Published data from observational studies on the use of benzodiazepines during pregnancy do not report a clear association with benzodiazepines and major birth defects. Although early studies reported an increased risk of congenital malformations with diazepam and chlordiazepoxide, there was no consistent pattern noted. In addition, the majority of more recent case-control and cohort studies of benzodiazepine use during pregnancy, which were adjusted for confounding exposures to alcohol, tobacco and other medications, have not confirmed these findings.
Reproductive studies in animals were performed in mice, rats, and two strains of rabbits.
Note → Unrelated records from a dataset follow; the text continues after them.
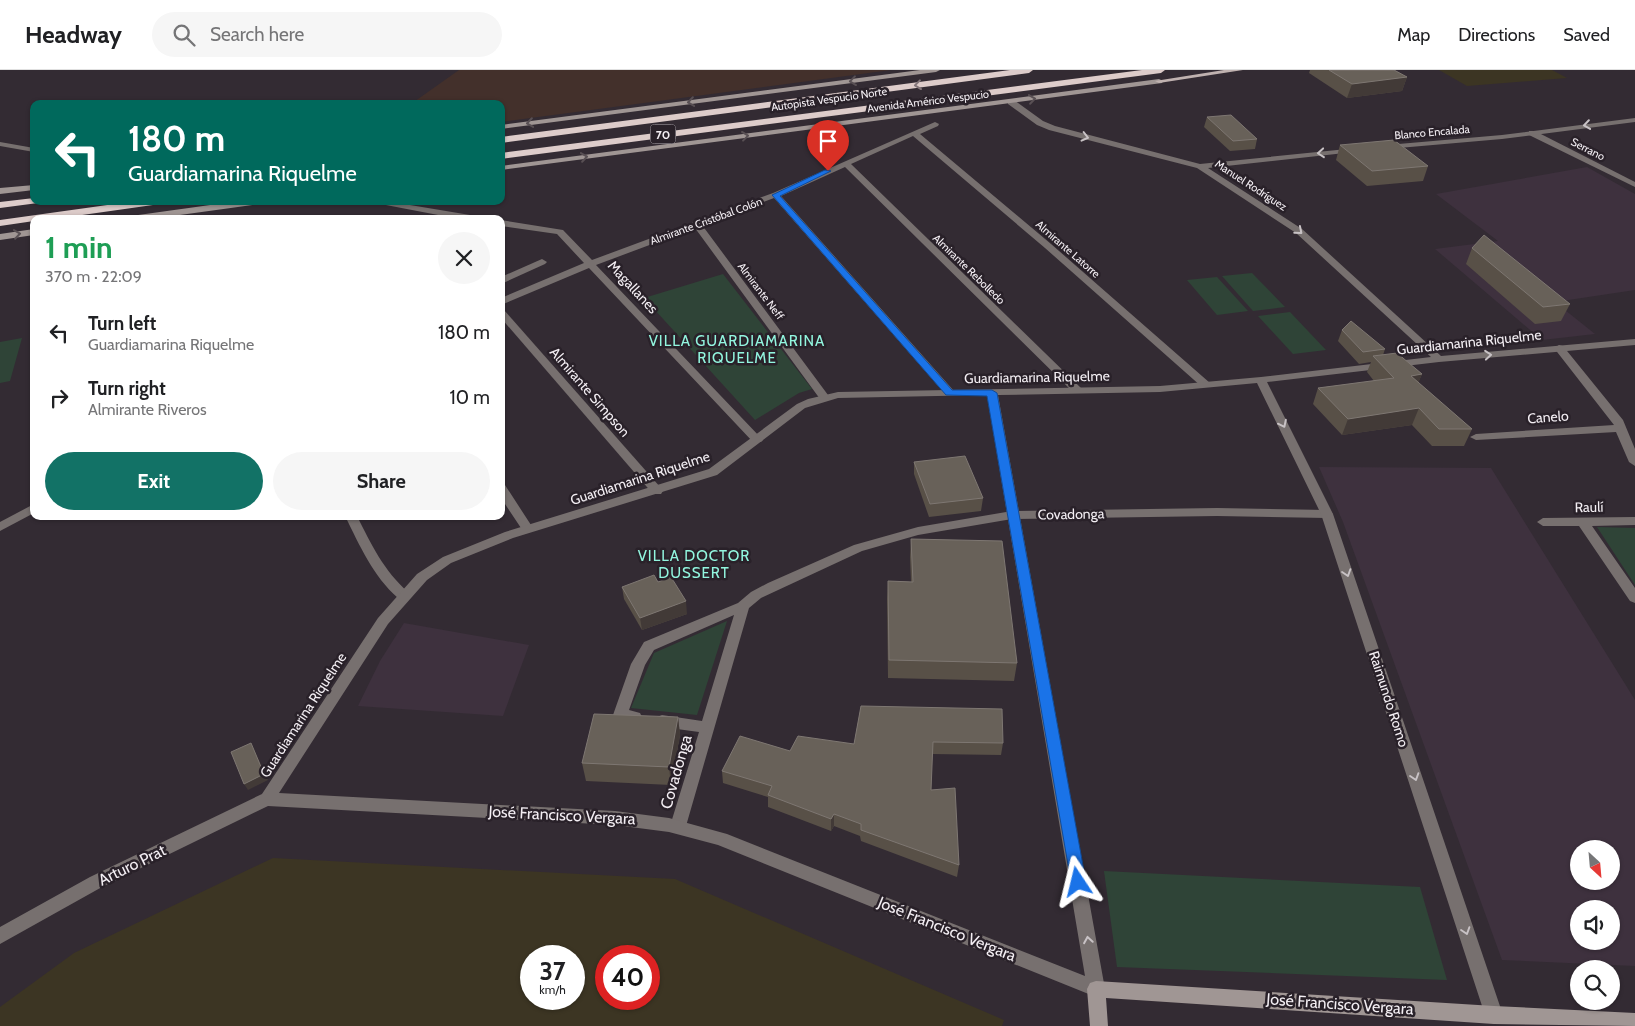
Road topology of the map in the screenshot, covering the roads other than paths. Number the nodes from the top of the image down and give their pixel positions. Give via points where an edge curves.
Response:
1 (936, 70) edge
2 (1002, 70) edge
3 (1029, 70) edge
4 (1161, 70) edge
5 (1238, 70) edge
6 (967, 79) junction
7 (1159, 81) junction
8 (960, 94) junction
9 (1011, 102) junction
10 (1635, 120) edge
11 (935, 124) dead end
12 (505, 126) edge
13 (914, 133) junction
14 (1532, 133) junction
15 (505, 139) edge
16 (0, 144) edge
17 (1373, 148) edge
18 (30, 149) edge
19 (1364, 149) edge
20 (505, 155) edge
21 (845, 163) junction
22 (1200, 166) junction
23 (505, 167) edge
24 (1635, 185) edge
25 (30, 188) edge
26 (0, 192) edge
27 (776, 195) junction
28 (30, 201) edge
29 (0, 205) edge
30 (131, 205) edge
31 (231, 205) edge
32 (393, 205) edge
33 (58, 215) edge
34 (159, 215) edge
35 (452, 215) edge
36 (30, 219) edge
37 (0, 223) edge
38 (505, 224) edge
39 (696, 224) junction
40 (30, 233) edge
41 (0, 237) edge
42 (542, 262) dead end
43 (592, 263) junction
44 (505, 278) edge
45 (505, 300) edge
46 (505, 317) edge
47 (1635, 342) edge
48 (1559, 348) junction
49 (1439, 359) junction
50 (1261, 380) junction
51 (1206, 385) junction
52 (1078, 391) junction
53 (950, 393) junction
54 (992, 393) junction
55 (824, 397) junction
56 (1621, 428) junction
57 (1476, 437) dead end
58 (757, 440) junction
59 (1635, 462) edge
60 (657, 491) junction
61 (505, 494) edge
62 (30, 510) edge
63 (1327, 514) junction
64 (1012, 515) junction
65 (353, 520) edge
66 (1635, 521) edge
67 (1543, 522) dead end
68 (1583, 522) junction
69 (0, 527) edge
70 (528, 528) junction
71 (404, 595) junction
72 (1635, 598) edge
73 (743, 606) junction
74 (706, 727) junction
75 (267, 799) junction
76 (678, 826) junction
77 (0, 936) edge
78 (1096, 988) junction
79 (1497, 1021) edge
80 (1635, 1022) edge
81 (1099, 1026) edge

1 -> 12 main road
2 - 6 highway
3 - 6 highway, Autopista Vespucio Norte / 70
4 - 8 highway, Autopista Vespucio Norte / 70
5 - 7 main road, Avenida Américo Vespucio
6 -> 15 highway, Autopista Vespucio Norte / 70
7 - 8 highway
9 -> 7 main road, Avenida Américo Vespucio
8 - 20 highway, Autopista Vespucio Norte / 70
9 -> 22 street, Manuel Rodríguez via 1052,128
23 -> 9 main road, Avenida Américo Vespucio
10 -> 14 street, Blanco Encalada
11 - 13 street, Almirante Cristóbal Colón
13 - 21 street, Almirante Cristóbal Colón
13 - 51 street, Almirante Latorre
14 - 17 street, Blanco Encalada
14 - 24 street, Serrano
16 - 18 street
19 -> 22 street
21 - 27 street, Almirante Cristóbal Colón
21 - 52 street, Almirante Rebolledo
22 -> 49 street, Manuel Rodríguez via 1299,231
25 - 26 main road
27 - 39 street, Almirante Cristóbal Colón
27 - 53 street
28 - 29 highway
30 - 33 highway
31 - 34 main road
32 - 35 street
36 - 37 highway
38 - 43 street, Magallanes via 560,232
39 - 43 street, Almirante Cristóbal Colón
39 - 55 street, Almirante Neff
41 -> 40 main road
42 - 44 street
43 - 45 street, Almirante Cristóbal Colón
43 - 58 street, Magallanes
46 - 60 street, Almirante Simpson
47 - 48 street, Guardiamarina Riquelme
49 -> 48 street, Guardiamarina Riquelme
48 - 56 street
49 - 50 street, Guardiamarina Riquelme
50 - 51 street, Guardiamarina Riquelme
50 -> 63 street, Raimundo Romo
51 - 52 street, Guardiamarina Riquelme
52 - 54 street, Guardiamarina Riquelme
53 - 54 street, Guardiamarina Riquelme
53 - 55 street, Guardiamarina Riquelme
54 - 64 street
55 - 58 street, Guardiamarina Riquelme via 801,406
56 - 57 street, Canelo
56 - 59 street
58 - 60 street, Guardiamarina Riquelme via 713,472
60 - 70 street, Guardiamarina Riquelme
61 - 70 street
62 - 69 street
63 - 64 street, Covadonga
63 -> 79 street, Raimundo Romo
64 - 73 street, Covadonga via 918,531 858,548 773,586
78 -> 64 street
65 - 71 street via 381,574
66 - 68 street, Raulí
67 - 68 street, Raulí
68 - 72 street
70 - 71 street, Guardiamarina Riquelme via 447,560 422,577
71 - 75 street, Guardiamarina Riquelme via 383,621
73 - 74 street, Covadonga
73 - 74 street, Covadonga via 649,646 638,664 620,716
74 - 76 street, Covadonga
75 - 76 street, José Francisco Vergara via 647,820
75 - 77 street, Arturo Prat via 96,882
76 - 78 street, José Francisco Vergara via 721,839
78 - 79 main road, José Francisco Vergara
78 - 81 main road
79 - 80 main road, José Francisco Vergara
Occasional anomalies (reduction of tarsals, tibia, metatarsals, malrotated limbs, gastroschisis, malformed skull, and microphthalmia) were seen in drug-treated rabbits without relationship to dosage. Although all of these anomalies were not present in the concurrent control group, they have been reported to occur randomly in historical controls. At doses of 40 mg/kg and higher, there was evidence of fetal resorption and increased fetal loss in rabbits which was not seen at lower doses.
Lorazepam is present in breast milk. There are reports of sedation, poor feeding and poor weight gain in infants exposed to benzodiazepines through breast milk. The effects of lorazepam on milk production are unknown. The developmental and health benefits of breastfeeding should be considered along with the mother’s clinical need for lorazepam and any potential adverse effects on the breastfed infant from lorazepam or from the underlying maternal condition.
Infants exposed to lorazepam through breast milk should be monitored for sedation, poor feeding and poor weight gain.
Clinical studies of lorazepam generally were not adequate to determine whether subjects aged 65 and over respond differently than younger subjects; however, the incidence of sedation and unsteadiness was observed to increase with age (see ADVERSE REACTIONS).
Age does not appear to have a significant effect on lorazepam kinetics (see CLINICAL PHARMACOLOGY).
Clinical circumstances, some of which may be more common in the elderly, such as hepatic or renal impairment, should be considered. Greater sensitivity (e.g. sedation) of some older individuals cannot be ruled out. In general, dose selection for an elderly patient should be cautious, and lower doses may be sufficient in these patients (see DOSAGE AND ADMINISTRATION).